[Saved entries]
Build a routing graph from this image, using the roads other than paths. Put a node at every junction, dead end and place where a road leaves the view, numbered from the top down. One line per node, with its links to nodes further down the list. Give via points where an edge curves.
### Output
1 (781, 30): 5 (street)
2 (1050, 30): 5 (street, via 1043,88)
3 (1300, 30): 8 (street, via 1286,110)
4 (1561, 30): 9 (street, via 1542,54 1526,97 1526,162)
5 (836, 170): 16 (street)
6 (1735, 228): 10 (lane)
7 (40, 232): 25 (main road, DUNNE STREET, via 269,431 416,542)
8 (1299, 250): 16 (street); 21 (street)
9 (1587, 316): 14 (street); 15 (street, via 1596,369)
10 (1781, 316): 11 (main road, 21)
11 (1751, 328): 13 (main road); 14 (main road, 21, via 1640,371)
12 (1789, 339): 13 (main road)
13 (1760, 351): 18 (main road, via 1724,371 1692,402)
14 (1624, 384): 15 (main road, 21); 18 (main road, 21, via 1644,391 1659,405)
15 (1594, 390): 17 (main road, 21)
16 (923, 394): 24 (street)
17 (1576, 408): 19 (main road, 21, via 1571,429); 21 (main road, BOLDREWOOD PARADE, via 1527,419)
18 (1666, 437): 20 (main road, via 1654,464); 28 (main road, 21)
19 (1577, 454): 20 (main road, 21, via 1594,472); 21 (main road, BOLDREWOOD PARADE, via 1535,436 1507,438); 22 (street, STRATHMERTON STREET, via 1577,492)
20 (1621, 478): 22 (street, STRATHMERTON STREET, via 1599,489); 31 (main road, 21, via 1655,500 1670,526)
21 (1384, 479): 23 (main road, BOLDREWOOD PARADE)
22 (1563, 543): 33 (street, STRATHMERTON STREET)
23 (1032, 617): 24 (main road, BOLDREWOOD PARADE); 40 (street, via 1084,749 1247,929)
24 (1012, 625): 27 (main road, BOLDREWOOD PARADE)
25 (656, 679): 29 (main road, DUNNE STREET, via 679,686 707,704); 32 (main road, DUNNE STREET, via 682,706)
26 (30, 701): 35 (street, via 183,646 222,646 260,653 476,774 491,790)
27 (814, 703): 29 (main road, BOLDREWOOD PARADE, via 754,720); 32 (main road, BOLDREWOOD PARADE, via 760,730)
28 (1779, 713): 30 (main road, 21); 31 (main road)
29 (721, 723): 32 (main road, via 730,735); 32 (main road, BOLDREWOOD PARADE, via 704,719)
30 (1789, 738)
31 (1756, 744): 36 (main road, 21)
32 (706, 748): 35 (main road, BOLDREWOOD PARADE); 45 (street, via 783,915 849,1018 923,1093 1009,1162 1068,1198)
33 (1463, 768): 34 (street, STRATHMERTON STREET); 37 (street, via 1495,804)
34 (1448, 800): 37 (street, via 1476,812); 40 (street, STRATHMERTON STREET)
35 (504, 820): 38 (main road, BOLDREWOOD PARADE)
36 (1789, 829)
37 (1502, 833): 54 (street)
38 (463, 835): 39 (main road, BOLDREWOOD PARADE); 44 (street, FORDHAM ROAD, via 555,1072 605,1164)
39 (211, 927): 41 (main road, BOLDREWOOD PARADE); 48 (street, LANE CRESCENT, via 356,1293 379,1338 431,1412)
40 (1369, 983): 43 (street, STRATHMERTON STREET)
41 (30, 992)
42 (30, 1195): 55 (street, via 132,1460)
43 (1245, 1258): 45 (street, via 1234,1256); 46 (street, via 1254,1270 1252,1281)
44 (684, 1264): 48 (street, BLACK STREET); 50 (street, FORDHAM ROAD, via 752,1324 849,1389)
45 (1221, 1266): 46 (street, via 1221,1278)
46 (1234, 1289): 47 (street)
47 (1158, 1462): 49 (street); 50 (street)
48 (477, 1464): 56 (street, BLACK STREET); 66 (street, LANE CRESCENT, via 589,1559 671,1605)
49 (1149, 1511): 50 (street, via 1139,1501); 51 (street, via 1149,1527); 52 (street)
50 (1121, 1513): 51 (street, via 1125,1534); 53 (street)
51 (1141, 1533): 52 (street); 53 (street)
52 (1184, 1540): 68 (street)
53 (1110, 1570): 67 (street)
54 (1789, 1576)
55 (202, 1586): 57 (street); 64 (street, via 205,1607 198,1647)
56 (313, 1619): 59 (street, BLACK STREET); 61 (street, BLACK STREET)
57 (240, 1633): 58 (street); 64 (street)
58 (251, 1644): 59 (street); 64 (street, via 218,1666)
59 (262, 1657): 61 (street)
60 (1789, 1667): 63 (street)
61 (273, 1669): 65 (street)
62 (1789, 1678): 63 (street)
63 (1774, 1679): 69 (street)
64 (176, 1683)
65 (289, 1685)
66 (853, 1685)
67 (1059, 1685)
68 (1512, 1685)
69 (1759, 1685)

Problem statement — Print all of the lines above so that each one matches its original exactly.

Answer box —
Build a routing graph from this image, using the roads other than paths. Put a node at every junction, dead end and place where a road leaves the view, numbered from the top down. One line per node, with its links to nodes further down the list. Give via points where an edge curves.
### Output
1 (781, 30): 5 (street)
2 (1050, 30): 5 (street, via 1043,88)
3 (1300, 30): 8 (street, via 1286,110)
4 (1561, 30): 9 (street, via 1542,54 1526,97 1526,162)
5 (836, 170): 16 (street)
6 (1735, 228): 10 (lane)
7 (40, 232): 25 (main road, DUNNE STREET, via 269,431 416,542)
8 (1299, 250): 16 (street); 21 (street)
9 (1587, 316): 14 (street); 15 (street, via 1596,369)
10 (1781, 316): 11 (main road, 21)
11 (1751, 328): 13 (main road); 14 (main road, 21, via 1640,371)
12 (1789, 339): 13 (main road)
13 (1760, 351): 18 (main road, via 1724,371 1692,402)
14 (1624, 384): 15 (main road, 21); 18 (main road, 21, via 1644,391 1659,405)
15 (1594, 390): 17 (main road, 21)
16 (923, 394): 24 (street)
17 (1576, 408): 19 (main road, 21, via 1571,429); 21 (main road, BOLDREWOOD PARADE, via 1527,419)
18 (1666, 437): 20 (main road, via 1654,464); 28 (main road, 21)
19 (1577, 454): 20 (main road, 21, via 1594,472); 21 (main road, BOLDREWOOD PARADE, via 1535,436 1507,438); 22 (street, STRATHMERTON STREET, via 1577,492)
20 (1621, 478): 22 (street, STRATHMERTON STREET, via 1599,489); 31 (main road, 21, via 1655,500 1670,526)
21 (1384, 479): 23 (main road, BOLDREWOOD PARADE)
22 (1563, 543): 33 (street, STRATHMERTON STREET)
23 (1032, 617): 24 (main road, BOLDREWOOD PARADE); 40 (street, via 1084,749 1247,929)
24 (1012, 625): 27 (main road, BOLDREWOOD PARADE)
25 (656, 679): 29 (main road, DUNNE STREET, via 679,686 707,704); 32 (main road, DUNNE STREET, via 682,706)
26 (30, 701): 35 (street, via 183,646 222,646 260,653 476,774 491,790)
27 (814, 703): 29 (main road, BOLDREWOOD PARADE, via 754,720); 32 (main road, BOLDREWOOD PARADE, via 760,730)
28 (1779, 713): 30 (main road, 21); 31 (main road)
29 (721, 723): 32 (main road, via 730,735); 32 (main road, BOLDREWOOD PARADE, via 704,719)
30 (1789, 738)
31 (1756, 744): 36 (main road, 21)
32 (706, 748): 35 (main road, BOLDREWOOD PARADE); 45 (street, via 783,915 849,1018 923,1093 1009,1162 1068,1198)
33 (1463, 768): 34 (street, STRATHMERTON STREET); 37 (street, via 1495,804)
34 (1448, 800): 37 (street, via 1476,812); 40 (street, STRATHMERTON STREET)
35 (504, 820): 38 (main road, BOLDREWOOD PARADE)
36 (1789, 829)
37 (1502, 833): 54 (street)
38 (463, 835): 39 (main road, BOLDREWOOD PARADE); 44 (street, FORDHAM ROAD, via 555,1072 605,1164)
39 (211, 927): 41 (main road, BOLDREWOOD PARADE); 48 (street, LANE CRESCENT, via 356,1293 379,1338 431,1412)
40 (1369, 983): 43 (street, STRATHMERTON STREET)
41 (30, 992)
42 (30, 1195): 55 (street, via 132,1460)
43 (1245, 1258): 45 (street, via 1234,1256); 46 (street, via 1254,1270 1252,1281)
44 (684, 1264): 48 (street, BLACK STREET); 50 (street, FORDHAM ROAD, via 752,1324 849,1389)
45 (1221, 1266): 46 (street, via 1221,1278)
46 (1234, 1289): 47 (street)
47 (1158, 1462): 49 (street); 50 (street)
48 (477, 1464): 56 (street, BLACK STREET); 66 (street, LANE CRESCENT, via 589,1559 671,1605)
49 (1149, 1511): 50 (street, via 1139,1501); 51 (street, via 1149,1527); 52 (street)
50 (1121, 1513): 51 (street, via 1125,1534); 53 (street)
51 (1141, 1533): 52 (street); 53 (street)
52 (1184, 1540): 68 (street)
53 (1110, 1570): 67 (street)
54 (1789, 1576)
55 (202, 1586): 57 (street); 64 (street, via 205,1607 198,1647)
56 (313, 1619): 59 (street, BLACK STREET); 61 (street, BLACK STREET)
57 (240, 1633): 58 (street); 64 (street)
58 (251, 1644): 59 (street); 64 (street, via 218,1666)
59 (262, 1657): 61 (street)
60 (1789, 1667): 63 (street)
61 (273, 1669): 65 (street)
62 (1789, 1678): 63 (street)
63 (1774, 1679): 69 (street)
64 (176, 1683)
65 (289, 1685)
66 (853, 1685)
67 (1059, 1685)
68 (1512, 1685)
69 (1759, 1685)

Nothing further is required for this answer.